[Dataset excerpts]
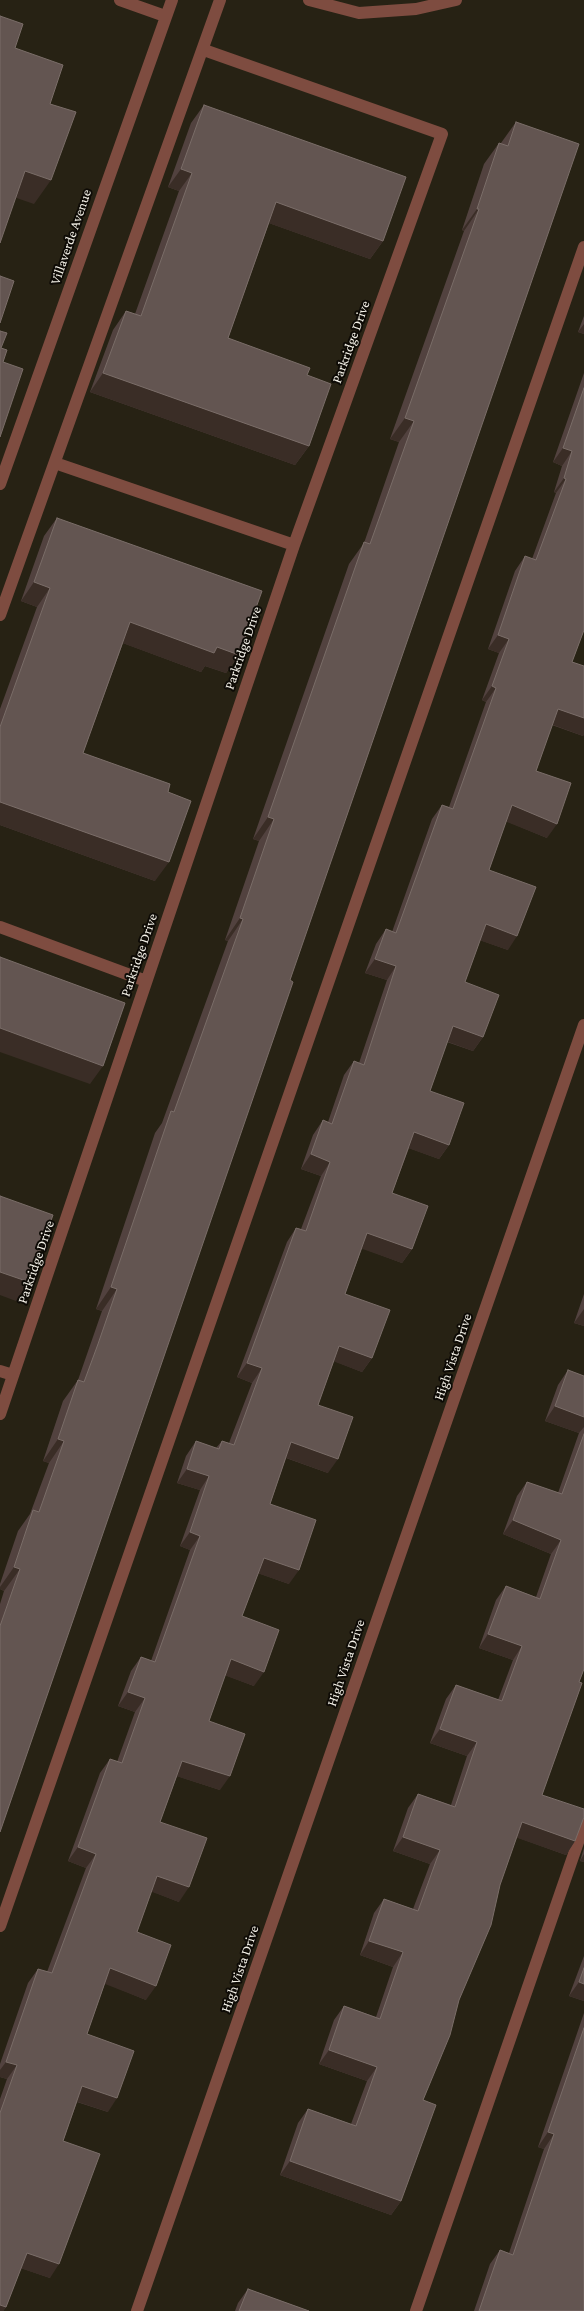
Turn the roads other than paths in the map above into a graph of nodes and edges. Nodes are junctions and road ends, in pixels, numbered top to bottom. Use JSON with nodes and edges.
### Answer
{"nodes":[{"id":1,"x":120,"y":0,"type":"edge"},
{"id":2,"x":172,"y":0,"type":"edge"},
{"id":3,"x":220,"y":0,"type":"edge"},
{"id":4,"x":308,"y":0,"type":"edge"},
{"id":5,"x":456,"y":0,"type":"edge"},
{"id":6,"x":165,"y":16,"type":"junction"},
{"id":7,"x":204,"y":50,"type":"junction"},
{"id":8,"x":584,"y":248,"type":"edge"},
{"id":9,"x":55,"y":463,"type":"junction"},
{"id":10,"x":0,"y":484,"type":"edge"},
{"id":11,"x":294,"y":544,"type":"junction"},
{"id":12,"x":0,"y":615,"type":"edge"},
{"id":13,"x":0,"y":927,"type":"edge"},
{"id":14,"x":146,"y":982,"type":"junction"},
{"id":15,"x":584,"y":1024,"type":"edge"},
{"id":16,"x":0,"y":1371,"type":"edge"},
{"id":17,"x":13,"y":1375,"type":"junction"},
{"id":18,"x":0,"y":1414,"type":"edge"},
{"id":19,"x":584,"y":1824,"type":"edge"},
{"id":20,"x":0,"y":1926,"type":"edge"},
{"id":21,"x":137,"y":2311,"type":"edge"},
{"id":22,"x":416,"y":2311,"type":"edge"}],
"edges":[{"from":1,"to":6,"type":"street"},
{"from":2,"to":6,"type":"street","name":"Villaverde Avenue"},
{"from":3,"to":7,"type":"street"},
{"from":4,"to":5,"type":"street"},
{"from":6,"to":10,"type":"street","name":"Villaverde Avenue"},
{"from":7,"to":9,"type":"street"},
{"from":7,"to":11,"type":"street","name":"Parkridge Drive"},
{"from":8,"to":20,"type":"street"},
{"from":9,"to":11,"type":"street"},
{"from":9,"to":12,"type":"street"},
{"from":11,"to":14,"type":"street","name":"Parkridge Drive"},
{"from":13,"to":14,"type":"street"},
{"from":14,"to":17,"type":"street","name":"Parkridge Drive"},
{"from":15,"to":21,"type":"street","name":"High Vista Drive"},
{"from":16,"to":17,"type":"street"},
{"from":17,"to":18,"type":"street","name":"Parkridge Drive"},
{"from":19,"to":22,"type":"street"}]}
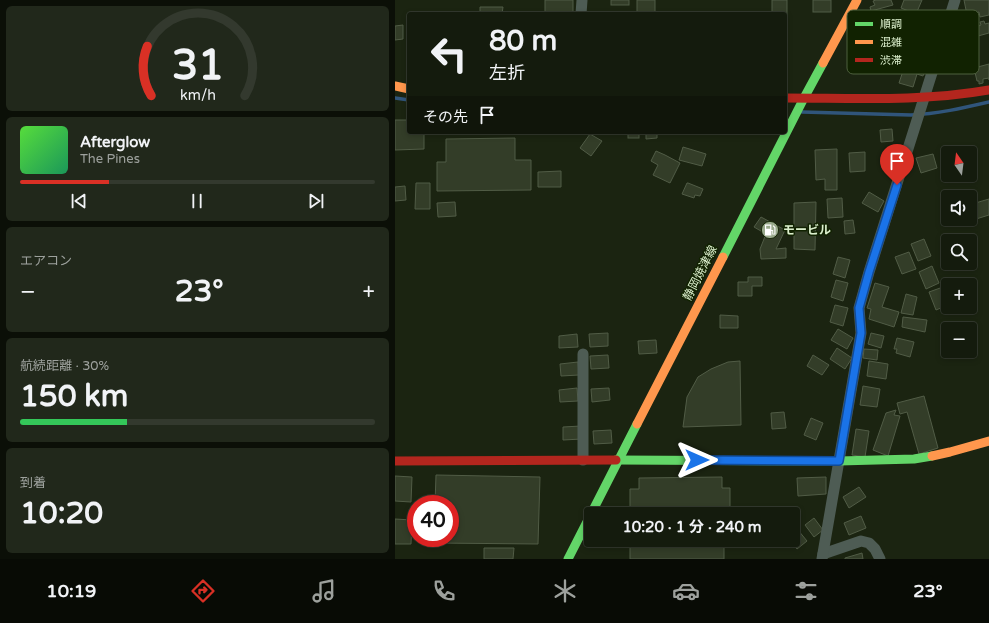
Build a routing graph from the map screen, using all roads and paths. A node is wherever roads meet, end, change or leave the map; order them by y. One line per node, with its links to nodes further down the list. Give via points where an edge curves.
1 (582, 0): 6 (street)
2 (857, 0): 4 (street, 静岡焼津線)
3 (955, 0): 5 (street)
4 (852, 10)
5 (952, 10)
6 (581, 12)
7 (847, 18): 13 (street, 静岡焼津線)
8 (932, 74): 14 (street)
9 (395, 86): 10 (street)
10 (407, 89)
11 (989, 90): 14 (street)
12 (787, 98): 13 (street)
13 (804, 98): 14 (street); 15 (street, 静岡焼津線)
14 (924, 98): 22 (street, via 859,308 861,333)
15 (787, 131)
16 (786, 134): 20 (street, 静岡焼津線)
17 (583, 354): 19 (street)
18 (989, 440): 22 (street, via 950,452 914,459)
19 (583, 460): 20 (street); 21 (street)
20 (618, 460): 22 (street); 24 (street, 静岡焼津線)
21 (395, 461)
22 (839, 461): 23 (street)
23 (823, 556): 25 (street, via 861,541 869,543)
24 (568, 559)
25 (880, 559)

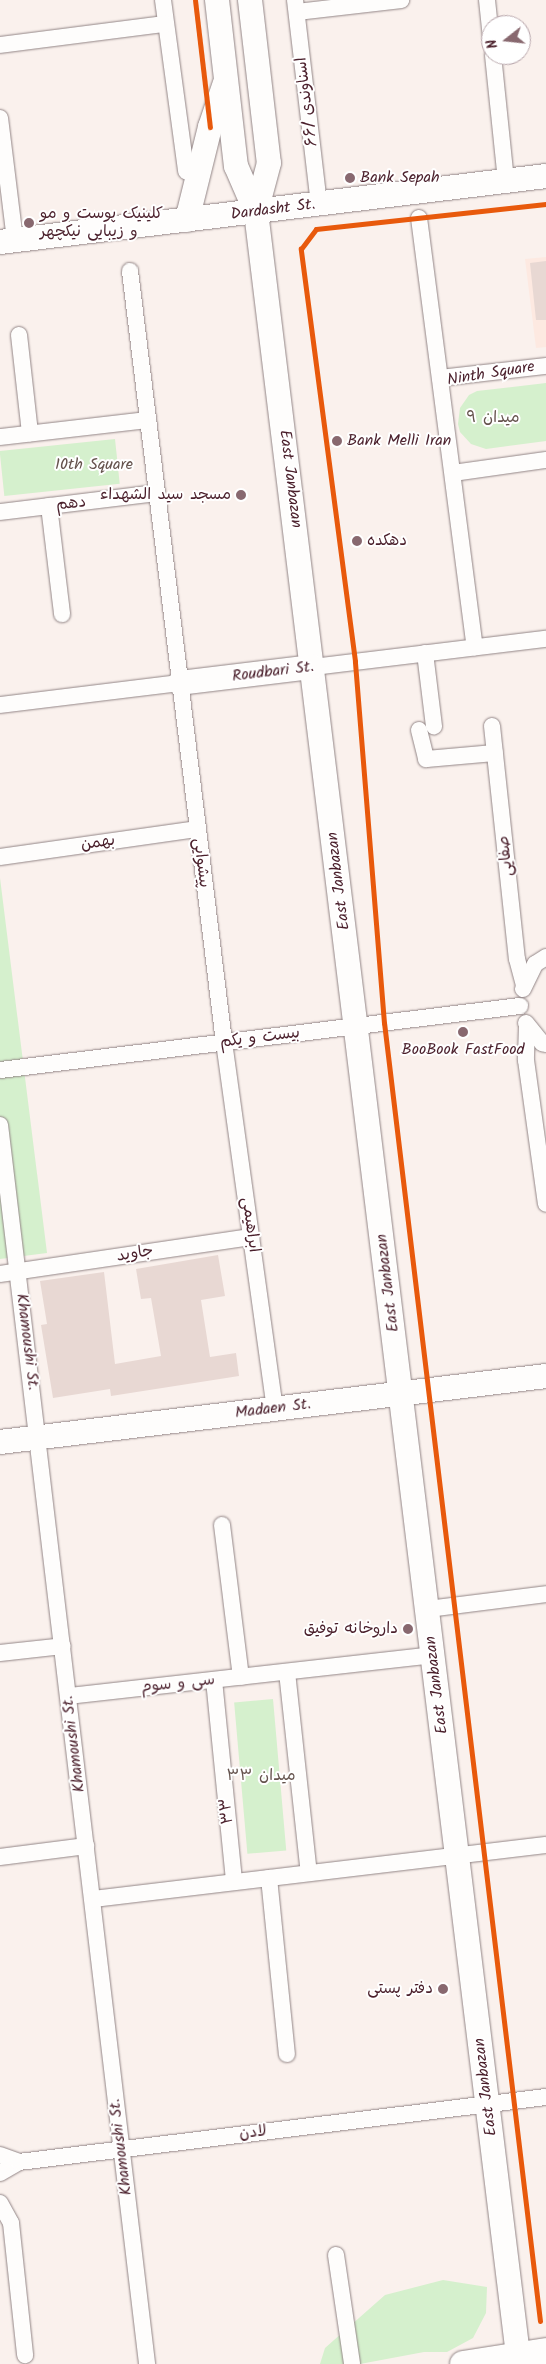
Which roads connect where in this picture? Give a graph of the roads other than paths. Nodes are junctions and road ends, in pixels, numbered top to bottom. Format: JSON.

What this task involves
Which lines in the records above hold the string "junctions"? Copy each of them.

Solution
Turn the roads other than paths in the map above into a graph of nodes and edges. Nodes are junctions and road ends, in pixels, numbered top to bottom. Use JSON with nodes and edges.
Which roads connect where in this picture? Give a graph of the roads other than paths. Nodes are junctions and road ends, in pixels, numbered top to bottom. Format: JSON.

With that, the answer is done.